### [What is being asked]
Starting at the first line, reproduce the listing below in full, exactly as given.
== Records for the task
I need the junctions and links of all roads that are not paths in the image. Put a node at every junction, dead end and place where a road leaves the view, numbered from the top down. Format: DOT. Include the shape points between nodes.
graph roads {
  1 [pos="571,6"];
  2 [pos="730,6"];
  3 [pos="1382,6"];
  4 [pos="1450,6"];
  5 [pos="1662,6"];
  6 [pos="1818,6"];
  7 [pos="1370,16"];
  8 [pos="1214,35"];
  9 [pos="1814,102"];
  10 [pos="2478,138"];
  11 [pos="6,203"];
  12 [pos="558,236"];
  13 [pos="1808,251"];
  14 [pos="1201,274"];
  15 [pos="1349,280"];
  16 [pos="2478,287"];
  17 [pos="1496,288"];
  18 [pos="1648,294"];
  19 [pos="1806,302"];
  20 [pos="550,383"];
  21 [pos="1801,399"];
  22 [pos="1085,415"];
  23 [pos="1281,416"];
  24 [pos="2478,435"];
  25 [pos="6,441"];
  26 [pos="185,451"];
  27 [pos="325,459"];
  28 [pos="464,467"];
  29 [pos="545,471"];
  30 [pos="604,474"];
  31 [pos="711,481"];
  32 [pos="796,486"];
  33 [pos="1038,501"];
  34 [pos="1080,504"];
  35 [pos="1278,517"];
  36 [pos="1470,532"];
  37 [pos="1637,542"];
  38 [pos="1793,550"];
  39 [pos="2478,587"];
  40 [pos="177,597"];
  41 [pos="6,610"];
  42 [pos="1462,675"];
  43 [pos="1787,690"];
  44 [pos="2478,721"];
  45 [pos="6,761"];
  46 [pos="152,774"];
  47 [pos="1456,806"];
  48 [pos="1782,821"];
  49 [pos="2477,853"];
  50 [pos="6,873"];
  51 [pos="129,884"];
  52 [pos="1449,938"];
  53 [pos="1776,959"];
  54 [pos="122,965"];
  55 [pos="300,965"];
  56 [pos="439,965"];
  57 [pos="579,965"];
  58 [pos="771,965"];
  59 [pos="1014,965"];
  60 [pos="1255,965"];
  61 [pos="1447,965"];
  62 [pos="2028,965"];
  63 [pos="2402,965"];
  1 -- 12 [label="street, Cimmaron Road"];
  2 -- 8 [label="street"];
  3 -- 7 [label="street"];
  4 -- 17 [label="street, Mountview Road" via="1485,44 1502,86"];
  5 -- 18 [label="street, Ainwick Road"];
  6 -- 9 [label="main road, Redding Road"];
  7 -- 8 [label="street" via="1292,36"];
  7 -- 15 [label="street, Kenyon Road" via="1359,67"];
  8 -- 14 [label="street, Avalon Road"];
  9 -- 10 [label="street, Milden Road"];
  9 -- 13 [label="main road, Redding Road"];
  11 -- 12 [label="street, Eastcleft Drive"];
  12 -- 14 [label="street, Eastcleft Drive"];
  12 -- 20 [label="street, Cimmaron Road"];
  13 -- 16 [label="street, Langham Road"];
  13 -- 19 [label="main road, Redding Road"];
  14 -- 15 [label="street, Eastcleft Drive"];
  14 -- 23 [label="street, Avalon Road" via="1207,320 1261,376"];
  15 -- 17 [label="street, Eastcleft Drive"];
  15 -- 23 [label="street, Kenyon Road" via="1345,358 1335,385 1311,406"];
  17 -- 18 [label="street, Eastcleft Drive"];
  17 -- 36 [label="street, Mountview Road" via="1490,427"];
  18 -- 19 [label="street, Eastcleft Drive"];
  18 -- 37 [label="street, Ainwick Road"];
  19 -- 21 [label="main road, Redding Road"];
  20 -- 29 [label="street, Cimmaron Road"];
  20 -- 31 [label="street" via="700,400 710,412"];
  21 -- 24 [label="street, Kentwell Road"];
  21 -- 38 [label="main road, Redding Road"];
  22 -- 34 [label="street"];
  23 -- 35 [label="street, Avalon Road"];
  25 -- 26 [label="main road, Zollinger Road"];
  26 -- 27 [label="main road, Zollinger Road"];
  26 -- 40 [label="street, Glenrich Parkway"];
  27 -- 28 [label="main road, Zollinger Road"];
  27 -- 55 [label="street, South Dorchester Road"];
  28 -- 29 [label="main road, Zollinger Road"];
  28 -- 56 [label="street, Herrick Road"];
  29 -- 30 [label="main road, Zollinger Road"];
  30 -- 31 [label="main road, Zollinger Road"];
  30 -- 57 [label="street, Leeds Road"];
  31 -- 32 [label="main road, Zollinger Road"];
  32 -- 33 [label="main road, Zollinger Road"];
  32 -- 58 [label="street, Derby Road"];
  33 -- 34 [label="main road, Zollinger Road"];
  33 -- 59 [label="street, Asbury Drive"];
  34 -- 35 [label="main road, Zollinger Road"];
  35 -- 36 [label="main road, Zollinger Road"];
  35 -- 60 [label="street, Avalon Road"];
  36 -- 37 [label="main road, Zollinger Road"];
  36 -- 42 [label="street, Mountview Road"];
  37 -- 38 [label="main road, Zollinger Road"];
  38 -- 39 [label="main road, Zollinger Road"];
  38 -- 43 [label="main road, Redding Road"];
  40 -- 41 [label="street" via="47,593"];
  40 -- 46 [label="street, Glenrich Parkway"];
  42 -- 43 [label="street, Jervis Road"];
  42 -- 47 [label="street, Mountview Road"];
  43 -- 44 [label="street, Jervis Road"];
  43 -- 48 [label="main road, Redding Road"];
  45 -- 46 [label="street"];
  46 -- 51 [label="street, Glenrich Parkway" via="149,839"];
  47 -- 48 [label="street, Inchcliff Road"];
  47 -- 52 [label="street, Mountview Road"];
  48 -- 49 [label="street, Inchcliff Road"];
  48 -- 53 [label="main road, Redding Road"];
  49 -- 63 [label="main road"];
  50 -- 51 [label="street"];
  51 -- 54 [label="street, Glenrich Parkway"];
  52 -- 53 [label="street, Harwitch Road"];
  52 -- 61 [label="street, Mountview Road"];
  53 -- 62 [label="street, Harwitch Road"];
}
====
### [Solution to the problem]
I need the junctions and links of all roads that are not paths in the image. Put a node at every junction, dead end and place where a road leaves the view, numbered from the top down. Format: DOT. Include the shape points between nodes.
graph roads {
  1 [pos="571,6"];
  2 [pos="730,6"];
  3 [pos="1382,6"];
  4 [pos="1450,6"];
  5 [pos="1662,6"];
  6 [pos="1818,6"];
  7 [pos="1370,16"];
  8 [pos="1214,35"];
  9 [pos="1814,102"];
  10 [pos="2478,138"];
  11 [pos="6,203"];
  12 [pos="558,236"];
  13 [pos="1808,251"];
  14 [pos="1201,274"];
  15 [pos="1349,280"];
  16 [pos="2478,287"];
  17 [pos="1496,288"];
  18 [pos="1648,294"];
  19 [pos="1806,302"];
  20 [pos="550,383"];
  21 [pos="1801,399"];
  22 [pos="1085,415"];
  23 [pos="1281,416"];
  24 [pos="2478,435"];
  25 [pos="6,441"];
  26 [pos="185,451"];
  27 [pos="325,459"];
  28 [pos="464,467"];
  29 [pos="545,471"];
  30 [pos="604,474"];
  31 [pos="711,481"];
  32 [pos="796,486"];
  33 [pos="1038,501"];
  34 [pos="1080,504"];
  35 [pos="1278,517"];
  36 [pos="1470,532"];
  37 [pos="1637,542"];
  38 [pos="1793,550"];
  39 [pos="2478,587"];
  40 [pos="177,597"];
  41 [pos="6,610"];
  42 [pos="1462,675"];
  43 [pos="1787,690"];
  44 [pos="2478,721"];
  45 [pos="6,761"];
  46 [pos="152,774"];
  47 [pos="1456,806"];
  48 [pos="1782,821"];
  49 [pos="2477,853"];
  50 [pos="6,873"];
  51 [pos="129,884"];
  52 [pos="1449,938"];
  53 [pos="1776,959"];
  54 [pos="122,965"];
  55 [pos="300,965"];
  56 [pos="439,965"];
  57 [pos="579,965"];
  58 [pos="771,965"];
  59 [pos="1014,965"];
  60 [pos="1255,965"];
  61 [pos="1447,965"];
  62 [pos="2028,965"];
  63 [pos="2402,965"];
  1 -- 12 [label="street, Cimmaron Road"];
  2 -- 8 [label="street"];
  3 -- 7 [label="street"];
  4 -- 17 [label="street, Mountview Road" via="1485,44 1502,86"];
  5 -- 18 [label="street, Ainwick Road"];
  6 -- 9 [label="main road, Redding Road"];
  7 -- 8 [label="street" via="1292,36"];
  7 -- 15 [label="street, Kenyon Road" via="1359,67"];
  8 -- 14 [label="street, Avalon Road"];
  9 -- 10 [label="street, Milden Road"];
  9 -- 13 [label="main road, Redding Road"];
  11 -- 12 [label="street, Eastcleft Drive"];
  12 -- 14 [label="street, Eastcleft Drive"];
  12 -- 20 [label="street, Cimmaron Road"];
  13 -- 16 [label="street, Langham Road"];
  13 -- 19 [label="main road, Redding Road"];
  14 -- 15 [label="street, Eastcleft Drive"];
  14 -- 23 [label="street, Avalon Road" via="1207,320 1261,376"];
  15 -- 17 [label="street, Eastcleft Drive"];
  15 -- 23 [label="street, Kenyon Road" via="1345,358 1335,385 1311,406"];
  17 -- 18 [label="street, Eastcleft Drive"];
  17 -- 36 [label="street, Mountview Road" via="1490,427"];
  18 -- 19 [label="street, Eastcleft Drive"];
  18 -- 37 [label="street, Ainwick Road"];
  19 -- 21 [label="main road, Redding Road"];
  20 -- 29 [label="street, Cimmaron Road"];
  20 -- 31 [label="street" via="700,400 710,412"];
  21 -- 24 [label="street, Kentwell Road"];
  21 -- 38 [label="main road, Redding Road"];
  22 -- 34 [label="street"];
  23 -- 35 [label="street, Avalon Road"];
  25 -- 26 [label="main road, Zollinger Road"];
  26 -- 27 [label="main road, Zollinger Road"];
  26 -- 40 [label="street, Glenrich Parkway"];
  27 -- 28 [label="main road, Zollinger Road"];
  27 -- 55 [label="street, South Dorchester Road"];
  28 -- 29 [label="main road, Zollinger Road"];
  28 -- 56 [label="street, Herrick Road"];
  29 -- 30 [label="main road, Zollinger Road"];
  30 -- 31 [label="main road, Zollinger Road"];
  30 -- 57 [label="street, Leeds Road"];
  31 -- 32 [label="main road, Zollinger Road"];
  32 -- 33 [label="main road, Zollinger Road"];
  32 -- 58 [label="street, Derby Road"];
  33 -- 34 [label="main road, Zollinger Road"];
  33 -- 59 [label="street, Asbury Drive"];
  34 -- 35 [label="main road, Zollinger Road"];
  35 -- 36 [label="main road, Zollinger Road"];
  35 -- 60 [label="street, Avalon Road"];
  36 -- 37 [label="main road, Zollinger Road"];
  36 -- 42 [label="street, Mountview Road"];
  37 -- 38 [label="main road, Zollinger Road"];
  38 -- 39 [label="main road, Zollinger Road"];
  38 -- 43 [label="main road, Redding Road"];
  40 -- 41 [label="street" via="47,593"];
  40 -- 46 [label="street, Glenrich Parkway"];
  42 -- 43 [label="street, Jervis Road"];
  42 -- 47 [label="street, Mountview Road"];
  43 -- 44 [label="street, Jervis Road"];
  43 -- 48 [label="main road, Redding Road"];
  45 -- 46 [label="street"];
  46 -- 51 [label="street, Glenrich Parkway" via="149,839"];
  47 -- 48 [label="street, Inchcliff Road"];
  47 -- 52 [label="street, Mountview Road"];
  48 -- 49 [label="street, Inchcliff Road"];
  48 -- 53 [label="main road, Redding Road"];
  49 -- 63 [label="main road"];
  50 -- 51 [label="street"];
  51 -- 54 [label="street, Glenrich Parkway"];
  52 -- 53 [label="street, Harwitch Road"];
  52 -- 61 [label="street, Mountview Road"];
  53 -- 62 [label="street, Harwitch Road"];
}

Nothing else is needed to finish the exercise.